• [PROBLEM DETAILS]:
Check every line of the entries below for "中山路一段", and copy the lines that have it.

*** INPUT DATA ***

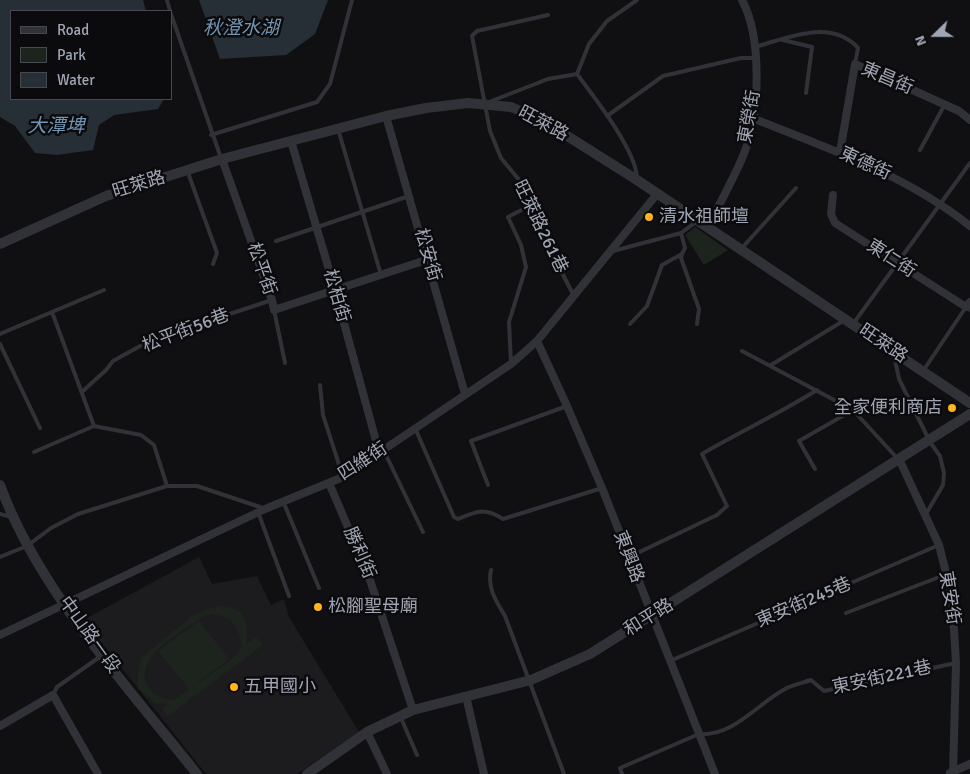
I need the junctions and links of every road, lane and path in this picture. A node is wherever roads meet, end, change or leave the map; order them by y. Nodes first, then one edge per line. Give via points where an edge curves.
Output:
1 (352, 0) edge
2 (637, 0) edge
3 (742, 0) edge
4 (548, 15) dead end
5 (172, 16) edge
6 (781, 40) junction
7 (755, 47) junction
8 (755, 58) junction
9 (855, 64) junction
10 (577, 74) junction
11 (806, 93) dead end
12 (485, 104) junction
13 (944, 104) junction
14 (386, 116) junction
15 (607, 116) junction
16 (752, 118) junction
17 (970, 120) edge
18 (338, 128) junction
19 (212, 135) junction
20 (291, 141) junction
21 (920, 150) dead end
22 (840, 152) junction
23 (222, 159) junction
24 (970, 162) edge
25 (187, 170) junction
26 (637, 180) junction
27 (796, 188) dead end
28 (658, 194) junction
29 (833, 195) dead end
30 (409, 196) junction
31 (941, 203) junction
32 (531, 205) junction
33 (362, 213) junction
34 (697, 220) junction
35 (970, 226) edge
36 (708, 227) junction
37 (316, 228) junction
38 (681, 233) junction
39 (276, 241) dead end
40 (0, 244) edge
41 (741, 249) junction
42 (611, 251) junction
43 (682, 254) junction
44 (429, 259) junction
45 (213, 264) dead end
46 (898, 264) junction
47 (381, 275) junction
48 (104, 290) dead end
49 (335, 290) junction
50 (574, 296) junction
51 (272, 300) junction
52 (969, 306) edge
53 (274, 310) junction
54 (52, 312) junction
55 (849, 322) junction
56 (630, 324) dead end
57 (697, 324) dead end
58 (0, 334) edge
59 (536, 342) junction
60 (0, 344) edge
61 (893, 350) junction
62 (742, 351) dead end
63 (286, 363) dead end
64 (511, 364) junction
65 (771, 366) junction
66 (923, 371) junction
67 (320, 385) dead end
68 (817, 390) junction
69 (82, 391) junction
70 (465, 394) junction
71 (970, 403) edge
72 (567, 406) junction
73 (853, 410) junction
74 (970, 414) edge
75 (94, 426) junction
76 (40, 428) dead end
77 (415, 428) junction
78 (930, 442) junction
79 (381, 451) junction
80 (34, 452) dead end
81 (900, 461) junction
82 (815, 469) dead end
83 (343, 477) junction
84 (329, 483) junction
85 (0, 485) edge
86 (488, 485) dead end
87 (167, 486) junction
88 (602, 488) junction
89 (283, 501) junction
90 (262, 511) junction
91 (0, 514) edge
92 (926, 514) junction
93 (11, 517) junction
94 (423, 532) dead end
95 (938, 545) junction
96 (27, 546) junction
97 (0, 557) edge
98 (628, 557) junction
99 (491, 570) dead end
100 (947, 574) junction
101 (319, 588) dead end
102 (288, 596) dead end
103 (66, 605) junction
104 (846, 613) dead end
105 (651, 617) junction
106 (0, 635) edge
107 (102, 655) junction
108 (669, 661) junction
109 (956, 663) junction
110 (531, 680) junction
111 (53, 695) junction
112 (466, 696) junction
113 (413, 710) junction
114 (400, 716) junction
115 (0, 726) edge
116 (367, 732) junction
117 (699, 734) junction
118 (417, 755) dead end
119 (970, 764) edge
120 (952, 773) edge
121 (98, 774) edge
122 (197, 774) edge
123 (308, 774) edge
124 (387, 774) edge
125 (484, 774) edge
126 (564, 774) edge
127 (622, 774) edge
128 (715, 774) edge

1 - 19 lane via 330,84 317,102
2 - 10 lane via 607,21 589,44
3 - 7 street, 東榮街 via 748,11
4 - 12 lane, 旺萊路261巷 via 477,31 472,36
5 - 19 lane
6 - 7 lane
6 - 9 lane via 816,31 849,38 858,48
6 - 11 lane via 812,47
7 - 8 street, 東榮街
8 - 15 lane via 742,58 664,76
8 - 16 street, 東榮街 via 757,84
9 - 13 street, 東昌街
9 - 22 street, 東昌街
10 - 12 lane via 548,79
10 - 15 lane
12 - 14 street, 旺萊路 via 456,104
12 - 26 street, 旺萊路 via 511,107 542,120
12 - 32 lane, 旺萊路261巷 via 490,130 501,158 525,187
13 - 17 street, 東昌街
13 - 21 lane
14 - 18 street, 旺萊路
14 - 30 street, 松安街
15 - 26 lane via 636,167
16 - 22 street, 東德街
16 - 36 street, 東榮街 via 745,150
18 - 20 street, 旺萊路
18 - 33 lane
19 - 23 lane
20 - 23 street, 旺萊路
20 - 37 street, 松柏街
22 - 31 street, 東德街
23 - 25 street, 旺萊路
23 - 51 street, 松平街
24 - 31 lane
25 - 40 street, 旺萊路 via 106,196
25 - 45 lane via 217,253
26 - 28 street, 旺萊路
27 - 41 lane
28 - 34 street, 旺萊路
28 - 42 street, 四維街
29 - 46 street, 東仁街 via 831,214 835,224
30 - 33 lane
30 - 44 street, 松安街
31 - 35 street, 東德街
31 - 46 lane
32 - 50 lane, 旺萊路261巷
32 - 64 lane via 508,217 521,245 526,267 508,322
33 - 37 lane
33 - 47 lane
34 - 36 street, 旺萊路
34 - 38 lane
36 - 41 street, 旺萊路
37 - 39 lane
37 - 49 street, 松柏街
38 - 42 lane
38 - 43 lane via 685,248
41 - 55 street, 旺萊路
42 - 50 street, 四維街
43 - 56 lane via 662,266 647,306
43 - 57 lane via 699,309
44 - 47 street, 松平街
44 - 70 street, 松安街
46 - 52 street, 東仁街
46 - 55 lane
47 - 49 street, 松平街
48 - 54 lane
49 - 53 street, 松平街
49 - 79 street, 松柏街
50 - 59 street, 四維街
51 - 53 street, 松平街
51 - 69 lane, 松平街56巷 via 151,340 113,361
52 - 66 lane
53 - 63 lane
54 - 58 lane
54 - 69 lane
55 - 61 street, 旺萊路
55 - 65 lane
59 - 64 street, 四維街
59 - 72 street, 東興路
60 - 76 lane
61 - 66 street, 旺萊路
61 - 78 lane via 899,380
62 - 65 lane
64 - 70 street, 四維街
65 - 68 lane
66 - 71 street, 旺萊路
67 - 83 lane via 323,415
68 - 73 lane
68 - 98 lane via 702,454 727,506 718,515
69 - 75 lane
70 - 77 street, 四維街
72 - 86 lane via 471,441
72 - 88 street, 東興路
73 - 81 lane
73 - 82 lane via 799,441
74 - 78 street, 和平路
75 - 80 lane
75 - 87 lane via 141,435 154,446
77 - 79 street, 四維街
77 - 88 lane via 454,516 458,518 478,511 492,512 503,519
78 - 81 street, 和平路
78 - 92 lane via 940,456 944,485
79 - 83 street, 四維街
79 - 94 lane
81 - 92 street, 東安街
81 - 105 street, 和平路
83 - 84 street, 四維街
84 - 89 street, 四維街
84 - 113 street, 勝利街 via 373,589
85 - 93 street, 中山路一段
87 - 90 lane via 197,486
87 - 96 lane via 78,514
88 - 98 street, 東興路
89 - 90 street, 四維街
89 - 101 lane
90 - 102 lane
90 - 103 street, 四維街
91 - 93 lane
92 - 95 street, 東安街
93 - 96 street, 中山路一段
95 - 100 street, 東安街
95 - 108 lane, 東安街245巷
96 - 97 lane
96 - 103 street, 中山路一段
98 - 105 street, 東興路
99 - 110 lane via 488,581 494,599 505,616
100 - 104 lane
100 - 109 street, 東安街
103 - 106 street, 四維街
103 - 107 street, 中山路一段
105 - 108 street, 東興路
105 - 110 street, 和平路 via 590,654
107 - 111 lane via 57,686
107 - 122 street, 中山路一段
108 - 117 street, 東興路
109 - 117 lane, 東安街221巷 via 824,691 811,680 785,689 738,722 713,735
109 - 120 street, 東安街
110 - 112 street, 和平路
110 - 126 lane
111 - 115 street
111 - 121 street
112 - 113 street, 和平路
112 - 125 street
113 - 114 street, 和平路
114 - 116 street, 和平路
114 - 118 lane
116 - 123 street, 和平路
116 - 124 street
117 - 127 lane via 620,768
117 - 128 street, 東興路
119 - 120 street

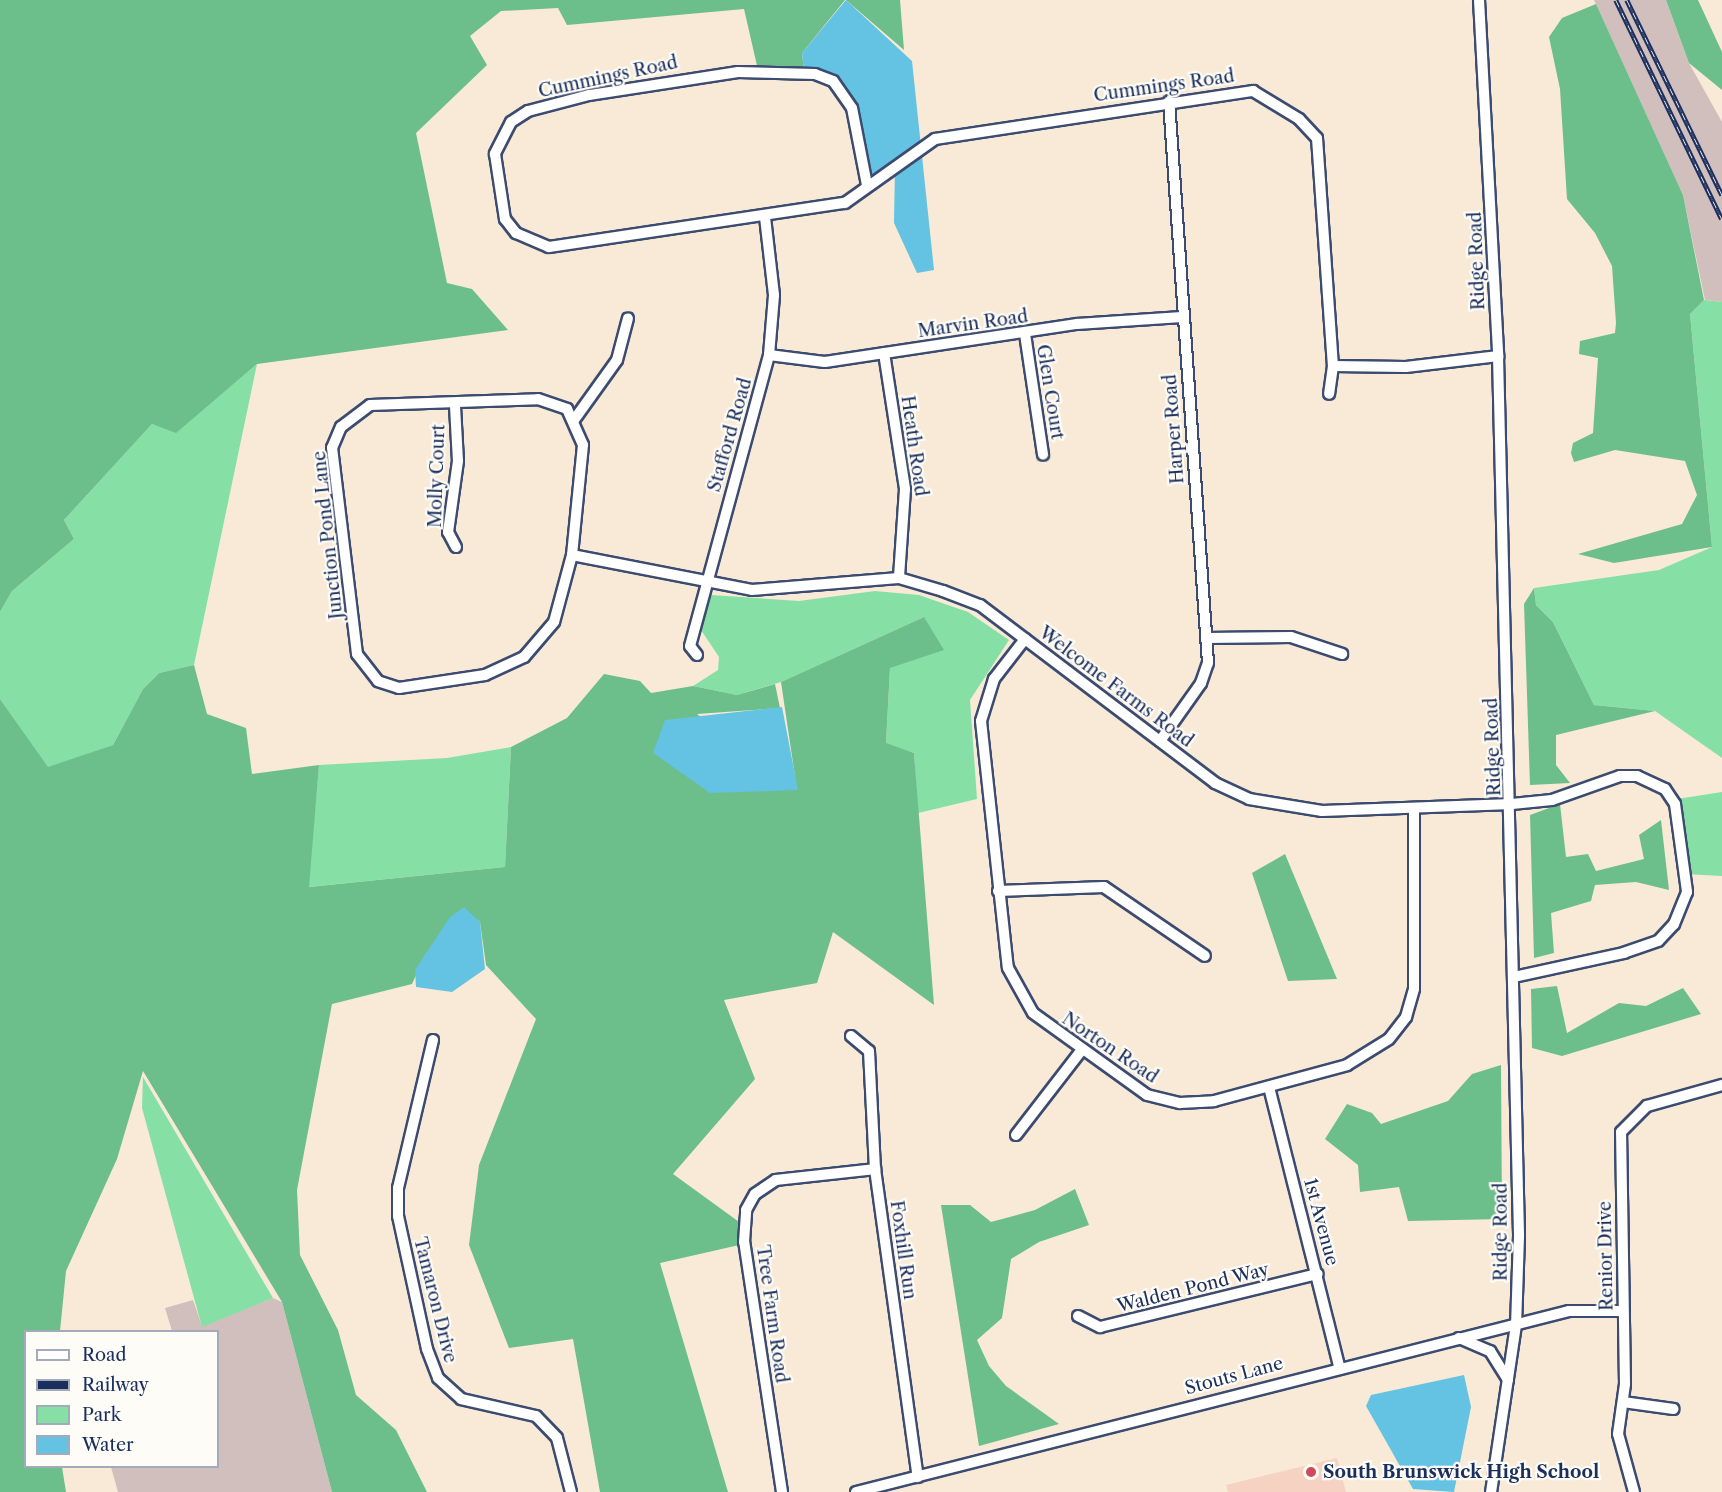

*** End of INPUT DATA ***

• [EXERCISE RESULT]:
85 - 93 street, 中山路一段
93 - 96 street, 中山路一段
96 - 103 street, 中山路一段
103 - 107 street, 中山路一段
107 - 122 street, 中山路一段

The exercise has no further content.